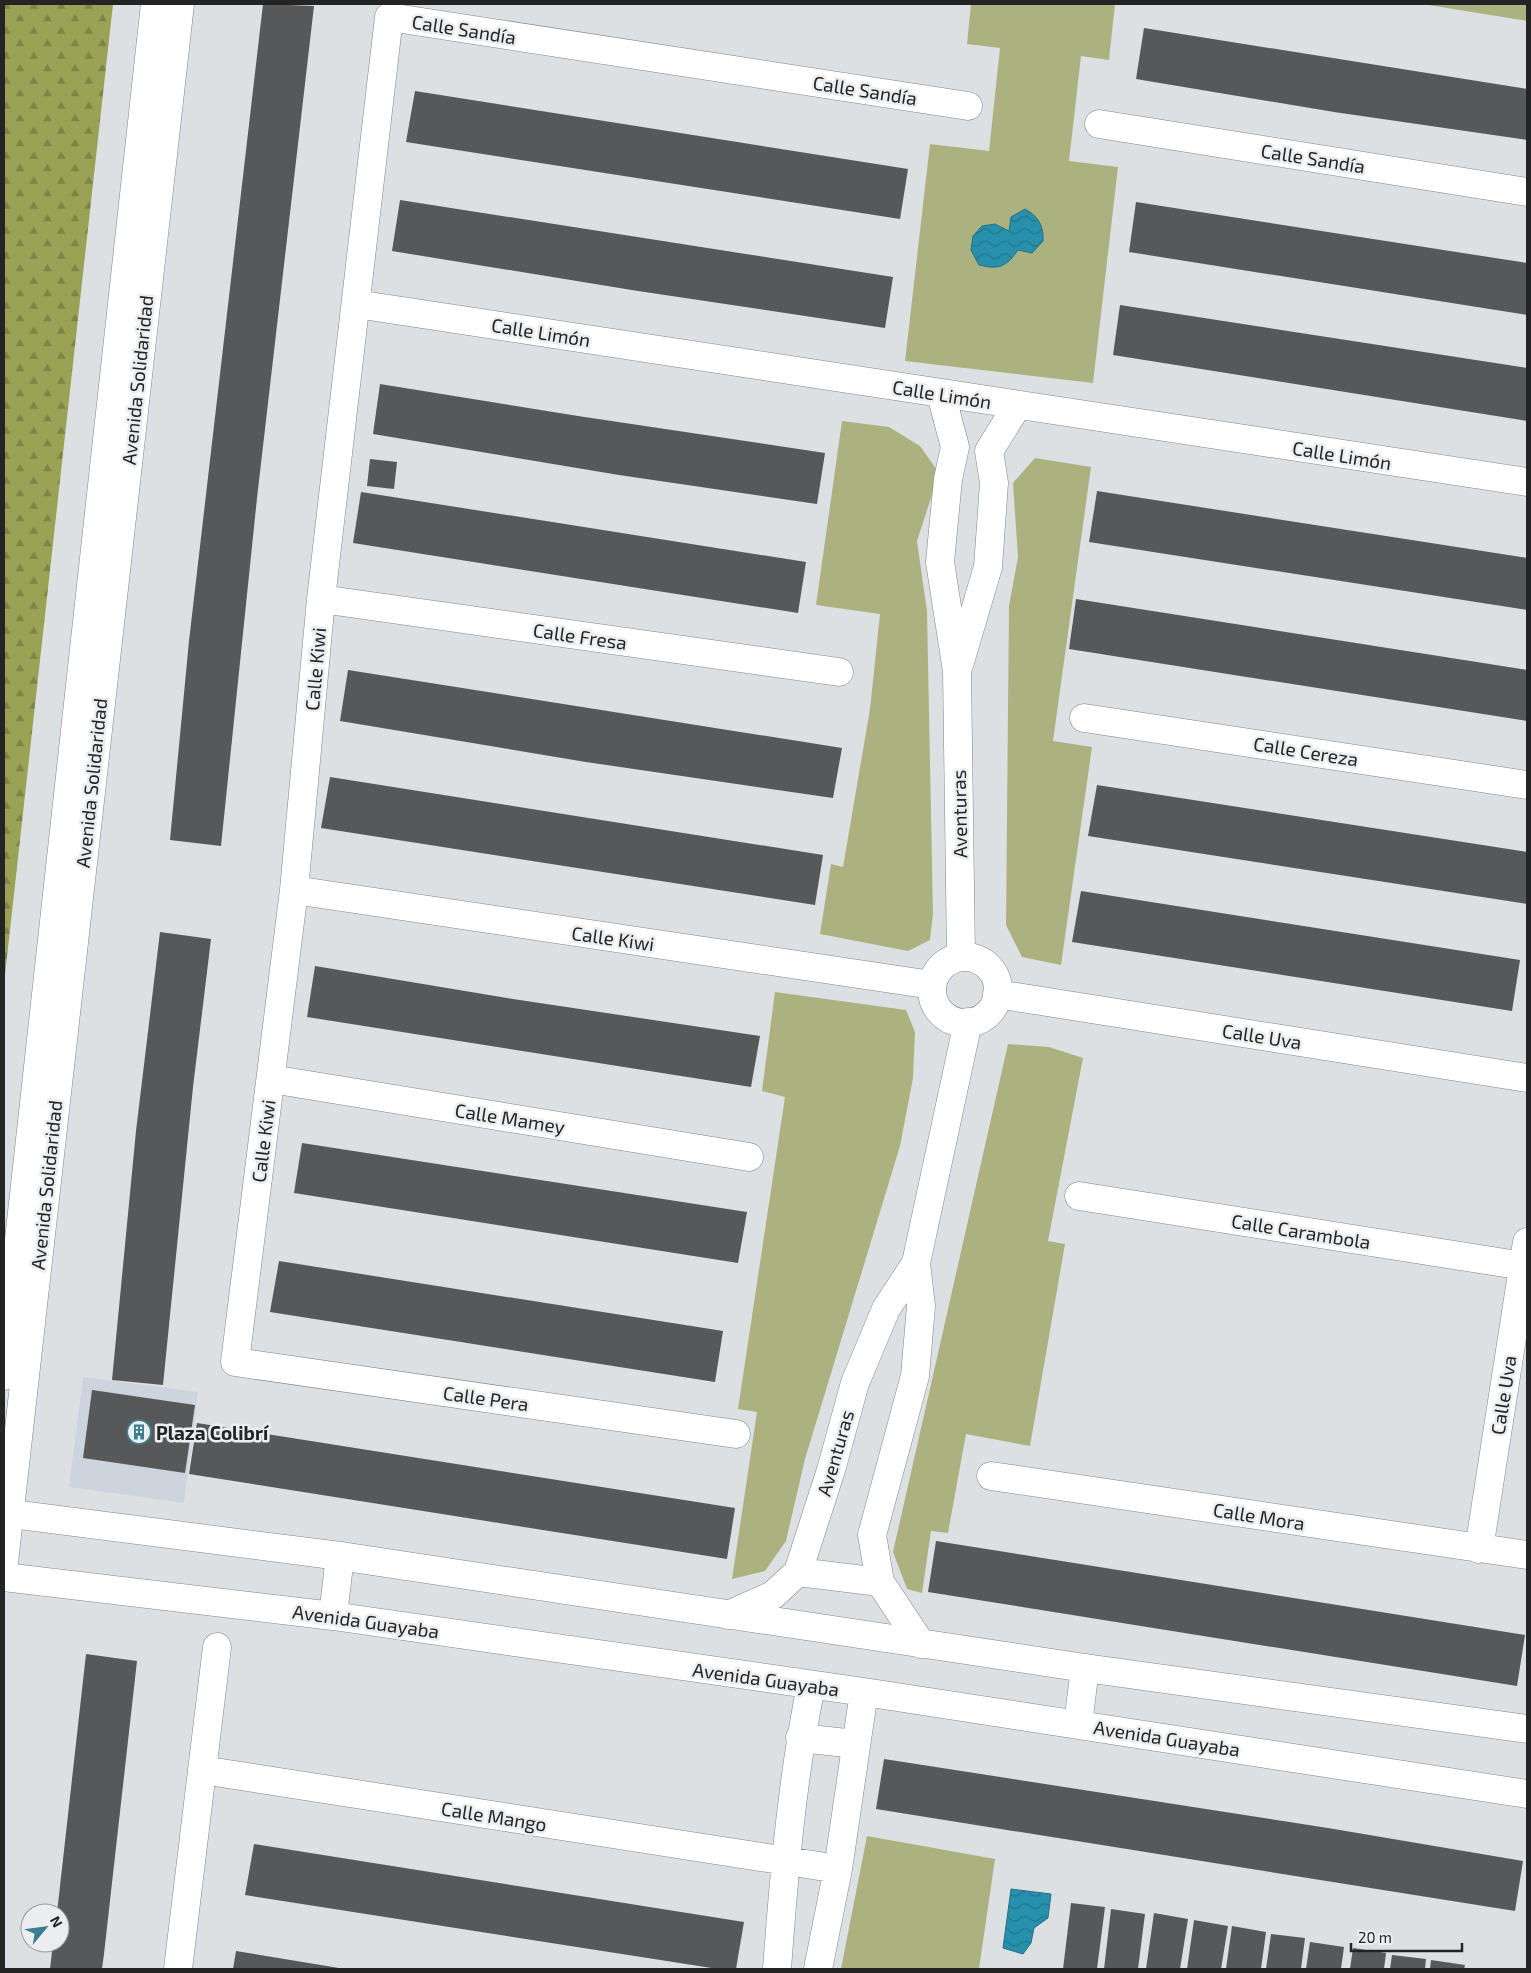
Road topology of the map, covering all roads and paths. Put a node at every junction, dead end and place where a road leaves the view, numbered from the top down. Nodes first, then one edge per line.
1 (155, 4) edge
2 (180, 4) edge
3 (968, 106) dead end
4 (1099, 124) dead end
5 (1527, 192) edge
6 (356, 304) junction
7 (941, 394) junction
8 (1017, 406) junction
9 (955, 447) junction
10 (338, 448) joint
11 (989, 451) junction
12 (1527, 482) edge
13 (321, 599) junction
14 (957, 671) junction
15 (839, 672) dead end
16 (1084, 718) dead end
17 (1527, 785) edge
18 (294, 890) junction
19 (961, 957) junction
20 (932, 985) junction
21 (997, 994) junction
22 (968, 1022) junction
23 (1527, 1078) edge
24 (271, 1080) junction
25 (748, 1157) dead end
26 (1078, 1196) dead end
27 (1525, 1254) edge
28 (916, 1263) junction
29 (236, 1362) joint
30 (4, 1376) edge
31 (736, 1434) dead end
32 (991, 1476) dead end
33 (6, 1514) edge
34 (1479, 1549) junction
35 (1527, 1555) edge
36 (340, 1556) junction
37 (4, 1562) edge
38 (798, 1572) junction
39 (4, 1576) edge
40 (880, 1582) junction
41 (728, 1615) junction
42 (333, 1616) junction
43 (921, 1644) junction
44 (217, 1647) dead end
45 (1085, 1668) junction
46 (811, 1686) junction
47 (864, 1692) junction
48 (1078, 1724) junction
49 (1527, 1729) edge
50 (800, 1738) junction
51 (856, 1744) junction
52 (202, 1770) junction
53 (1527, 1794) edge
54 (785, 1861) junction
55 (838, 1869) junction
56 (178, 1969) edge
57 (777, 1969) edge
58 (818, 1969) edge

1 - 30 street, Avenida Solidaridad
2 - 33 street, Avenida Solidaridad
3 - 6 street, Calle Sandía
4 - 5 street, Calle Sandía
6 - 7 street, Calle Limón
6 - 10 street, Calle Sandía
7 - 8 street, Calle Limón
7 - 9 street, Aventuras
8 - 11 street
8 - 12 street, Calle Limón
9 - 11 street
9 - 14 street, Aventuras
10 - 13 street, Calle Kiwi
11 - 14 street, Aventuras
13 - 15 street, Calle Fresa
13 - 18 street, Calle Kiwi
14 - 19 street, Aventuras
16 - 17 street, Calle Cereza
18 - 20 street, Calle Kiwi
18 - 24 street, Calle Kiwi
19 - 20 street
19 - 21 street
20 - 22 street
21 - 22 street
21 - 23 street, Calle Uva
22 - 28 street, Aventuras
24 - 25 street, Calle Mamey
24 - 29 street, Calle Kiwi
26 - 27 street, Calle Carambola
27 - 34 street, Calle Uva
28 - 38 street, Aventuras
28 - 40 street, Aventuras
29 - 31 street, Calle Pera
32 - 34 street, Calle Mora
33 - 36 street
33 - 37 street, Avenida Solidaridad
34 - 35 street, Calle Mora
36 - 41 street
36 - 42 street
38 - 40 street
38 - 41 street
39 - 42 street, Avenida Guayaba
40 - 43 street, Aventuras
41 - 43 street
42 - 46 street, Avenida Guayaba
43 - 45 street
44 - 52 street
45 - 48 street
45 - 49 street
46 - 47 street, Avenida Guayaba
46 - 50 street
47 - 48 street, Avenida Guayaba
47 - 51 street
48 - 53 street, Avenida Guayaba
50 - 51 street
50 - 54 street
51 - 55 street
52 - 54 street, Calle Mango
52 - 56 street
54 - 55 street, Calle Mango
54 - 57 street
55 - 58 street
——————————
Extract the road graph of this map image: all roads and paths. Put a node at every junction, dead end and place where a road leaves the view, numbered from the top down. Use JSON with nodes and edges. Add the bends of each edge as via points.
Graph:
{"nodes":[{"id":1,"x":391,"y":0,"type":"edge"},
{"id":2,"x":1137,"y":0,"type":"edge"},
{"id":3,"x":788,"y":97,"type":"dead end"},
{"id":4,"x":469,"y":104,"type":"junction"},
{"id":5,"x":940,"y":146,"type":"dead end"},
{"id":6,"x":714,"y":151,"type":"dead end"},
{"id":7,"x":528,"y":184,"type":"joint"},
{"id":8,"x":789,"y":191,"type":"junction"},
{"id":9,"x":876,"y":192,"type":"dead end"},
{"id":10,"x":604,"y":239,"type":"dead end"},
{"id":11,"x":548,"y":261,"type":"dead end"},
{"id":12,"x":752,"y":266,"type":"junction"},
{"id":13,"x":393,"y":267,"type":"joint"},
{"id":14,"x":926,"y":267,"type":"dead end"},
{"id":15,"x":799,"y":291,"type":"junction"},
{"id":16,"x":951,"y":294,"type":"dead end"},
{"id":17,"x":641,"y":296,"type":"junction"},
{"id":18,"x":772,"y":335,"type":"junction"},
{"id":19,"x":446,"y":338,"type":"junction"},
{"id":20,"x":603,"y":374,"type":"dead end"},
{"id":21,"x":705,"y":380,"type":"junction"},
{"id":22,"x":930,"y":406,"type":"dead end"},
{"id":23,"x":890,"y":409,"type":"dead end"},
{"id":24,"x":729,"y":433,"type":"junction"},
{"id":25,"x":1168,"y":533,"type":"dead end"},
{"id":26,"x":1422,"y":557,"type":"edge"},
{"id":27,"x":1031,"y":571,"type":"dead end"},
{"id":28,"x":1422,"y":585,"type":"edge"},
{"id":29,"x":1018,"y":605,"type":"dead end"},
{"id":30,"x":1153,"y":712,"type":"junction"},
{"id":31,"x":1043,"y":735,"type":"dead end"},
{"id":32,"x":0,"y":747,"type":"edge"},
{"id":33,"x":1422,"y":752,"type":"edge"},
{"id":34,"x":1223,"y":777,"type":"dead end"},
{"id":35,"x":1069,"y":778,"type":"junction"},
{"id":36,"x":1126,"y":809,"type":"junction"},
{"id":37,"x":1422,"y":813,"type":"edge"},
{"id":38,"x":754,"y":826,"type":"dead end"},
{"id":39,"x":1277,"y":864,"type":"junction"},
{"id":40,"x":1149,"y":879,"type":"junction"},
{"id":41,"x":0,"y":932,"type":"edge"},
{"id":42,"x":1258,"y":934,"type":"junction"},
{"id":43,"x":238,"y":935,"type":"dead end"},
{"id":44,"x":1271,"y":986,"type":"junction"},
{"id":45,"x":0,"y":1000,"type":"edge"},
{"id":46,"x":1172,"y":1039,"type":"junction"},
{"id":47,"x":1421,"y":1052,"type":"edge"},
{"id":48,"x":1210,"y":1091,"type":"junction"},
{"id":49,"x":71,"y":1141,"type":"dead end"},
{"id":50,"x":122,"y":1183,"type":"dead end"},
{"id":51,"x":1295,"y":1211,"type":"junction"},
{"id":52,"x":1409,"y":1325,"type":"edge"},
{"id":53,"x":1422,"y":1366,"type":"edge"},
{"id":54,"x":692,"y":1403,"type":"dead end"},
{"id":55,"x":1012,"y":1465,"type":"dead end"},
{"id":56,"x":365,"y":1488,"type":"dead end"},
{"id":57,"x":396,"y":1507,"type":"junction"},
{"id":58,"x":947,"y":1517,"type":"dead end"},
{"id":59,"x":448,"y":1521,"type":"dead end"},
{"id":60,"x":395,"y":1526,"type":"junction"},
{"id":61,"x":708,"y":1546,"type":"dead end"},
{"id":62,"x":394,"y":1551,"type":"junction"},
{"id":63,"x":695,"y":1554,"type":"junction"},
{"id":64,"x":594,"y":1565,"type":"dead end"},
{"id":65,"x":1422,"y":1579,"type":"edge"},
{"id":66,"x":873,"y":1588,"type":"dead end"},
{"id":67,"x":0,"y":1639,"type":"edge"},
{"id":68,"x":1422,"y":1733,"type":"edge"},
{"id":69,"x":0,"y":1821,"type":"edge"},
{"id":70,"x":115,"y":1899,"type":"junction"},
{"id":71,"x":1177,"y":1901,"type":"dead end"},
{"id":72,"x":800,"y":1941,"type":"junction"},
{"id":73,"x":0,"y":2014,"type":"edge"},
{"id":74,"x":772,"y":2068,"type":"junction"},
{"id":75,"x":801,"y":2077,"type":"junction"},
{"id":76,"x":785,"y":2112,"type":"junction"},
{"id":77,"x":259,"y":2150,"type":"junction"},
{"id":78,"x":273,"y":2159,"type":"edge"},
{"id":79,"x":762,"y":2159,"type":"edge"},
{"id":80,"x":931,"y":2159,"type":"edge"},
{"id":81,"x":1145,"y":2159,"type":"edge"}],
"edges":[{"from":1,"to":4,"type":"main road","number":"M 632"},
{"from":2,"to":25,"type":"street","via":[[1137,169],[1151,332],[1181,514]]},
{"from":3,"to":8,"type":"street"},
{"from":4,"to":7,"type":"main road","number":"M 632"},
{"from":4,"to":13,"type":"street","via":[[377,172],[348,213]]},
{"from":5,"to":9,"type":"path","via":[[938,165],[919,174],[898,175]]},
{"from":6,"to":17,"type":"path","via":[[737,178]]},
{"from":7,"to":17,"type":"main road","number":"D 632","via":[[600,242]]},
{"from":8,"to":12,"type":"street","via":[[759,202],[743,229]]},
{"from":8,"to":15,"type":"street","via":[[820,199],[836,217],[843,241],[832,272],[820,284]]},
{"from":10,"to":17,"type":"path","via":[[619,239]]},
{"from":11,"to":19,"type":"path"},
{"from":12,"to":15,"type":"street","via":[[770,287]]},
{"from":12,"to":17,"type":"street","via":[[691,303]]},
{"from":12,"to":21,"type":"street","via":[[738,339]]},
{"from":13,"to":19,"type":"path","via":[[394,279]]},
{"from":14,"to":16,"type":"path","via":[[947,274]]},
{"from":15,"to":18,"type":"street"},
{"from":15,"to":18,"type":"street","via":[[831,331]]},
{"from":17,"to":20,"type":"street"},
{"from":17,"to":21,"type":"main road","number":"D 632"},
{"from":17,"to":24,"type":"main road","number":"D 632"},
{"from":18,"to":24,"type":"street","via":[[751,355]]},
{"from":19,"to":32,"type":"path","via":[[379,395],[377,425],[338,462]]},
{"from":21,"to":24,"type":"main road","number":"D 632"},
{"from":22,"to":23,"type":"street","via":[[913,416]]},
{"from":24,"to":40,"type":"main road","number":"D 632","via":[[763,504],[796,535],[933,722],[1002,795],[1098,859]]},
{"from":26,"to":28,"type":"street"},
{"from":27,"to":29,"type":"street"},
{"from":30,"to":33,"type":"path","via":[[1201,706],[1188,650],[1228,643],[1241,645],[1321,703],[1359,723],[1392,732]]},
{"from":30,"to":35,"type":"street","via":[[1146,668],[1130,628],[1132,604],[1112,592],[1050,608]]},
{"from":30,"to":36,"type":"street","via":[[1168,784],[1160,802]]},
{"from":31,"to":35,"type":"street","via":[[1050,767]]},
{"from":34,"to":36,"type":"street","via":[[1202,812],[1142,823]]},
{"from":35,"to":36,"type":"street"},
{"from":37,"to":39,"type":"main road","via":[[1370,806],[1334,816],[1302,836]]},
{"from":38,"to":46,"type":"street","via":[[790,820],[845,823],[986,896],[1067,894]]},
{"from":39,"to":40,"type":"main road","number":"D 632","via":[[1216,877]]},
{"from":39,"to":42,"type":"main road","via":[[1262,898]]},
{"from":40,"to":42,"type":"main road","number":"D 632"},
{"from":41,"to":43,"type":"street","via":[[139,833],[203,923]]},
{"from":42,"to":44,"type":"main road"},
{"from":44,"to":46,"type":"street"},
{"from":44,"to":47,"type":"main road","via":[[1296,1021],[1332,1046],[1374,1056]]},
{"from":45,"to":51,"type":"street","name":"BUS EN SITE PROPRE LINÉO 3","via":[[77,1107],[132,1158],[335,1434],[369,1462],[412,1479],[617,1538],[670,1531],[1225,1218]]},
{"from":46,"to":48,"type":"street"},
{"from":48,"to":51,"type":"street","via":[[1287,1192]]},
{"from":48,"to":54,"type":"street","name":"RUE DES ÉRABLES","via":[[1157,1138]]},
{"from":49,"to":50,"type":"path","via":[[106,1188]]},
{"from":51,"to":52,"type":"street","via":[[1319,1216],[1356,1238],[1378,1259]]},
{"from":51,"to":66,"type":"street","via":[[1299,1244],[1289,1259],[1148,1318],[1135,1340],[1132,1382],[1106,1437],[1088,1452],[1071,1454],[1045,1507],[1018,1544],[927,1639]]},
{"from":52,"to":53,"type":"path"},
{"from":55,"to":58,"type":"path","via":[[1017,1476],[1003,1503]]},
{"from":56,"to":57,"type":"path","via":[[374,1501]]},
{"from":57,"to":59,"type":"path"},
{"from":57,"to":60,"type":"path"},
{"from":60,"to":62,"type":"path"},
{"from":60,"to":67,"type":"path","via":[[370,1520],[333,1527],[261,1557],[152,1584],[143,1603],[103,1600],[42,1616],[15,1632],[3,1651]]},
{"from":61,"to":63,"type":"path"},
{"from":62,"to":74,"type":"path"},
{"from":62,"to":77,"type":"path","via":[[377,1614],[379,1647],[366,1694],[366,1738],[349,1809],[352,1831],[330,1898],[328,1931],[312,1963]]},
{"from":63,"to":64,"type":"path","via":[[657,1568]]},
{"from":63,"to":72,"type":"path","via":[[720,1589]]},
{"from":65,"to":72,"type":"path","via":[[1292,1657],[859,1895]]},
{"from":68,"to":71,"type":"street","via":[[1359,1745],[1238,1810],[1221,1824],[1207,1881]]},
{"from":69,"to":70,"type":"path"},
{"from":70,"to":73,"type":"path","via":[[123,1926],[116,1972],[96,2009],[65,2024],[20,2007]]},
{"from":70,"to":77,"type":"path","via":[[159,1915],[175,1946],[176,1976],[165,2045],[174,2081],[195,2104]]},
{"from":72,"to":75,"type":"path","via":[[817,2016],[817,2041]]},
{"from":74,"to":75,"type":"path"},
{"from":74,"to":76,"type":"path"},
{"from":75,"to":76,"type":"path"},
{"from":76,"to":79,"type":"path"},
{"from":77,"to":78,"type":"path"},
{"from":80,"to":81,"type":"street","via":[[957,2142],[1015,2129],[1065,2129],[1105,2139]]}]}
——————————
**WORK REQUEST:** When you find a line in the records that contains the word "roads", copy it.

**SOLUTION FOR THIS TASK:**
Road topology of the map, covering all roads and paths. Put a node at every junction, dead end and place where a road leaves the view, numbered from the top down. Nodes first, then one edge per line.
Extract the road graph of this map image: all roads and paths. Put a node at every junction, dead end and place where a road leaves the view, numbered from the top down. Use JSON with nodes and edges. Add the bends of each edge as via points.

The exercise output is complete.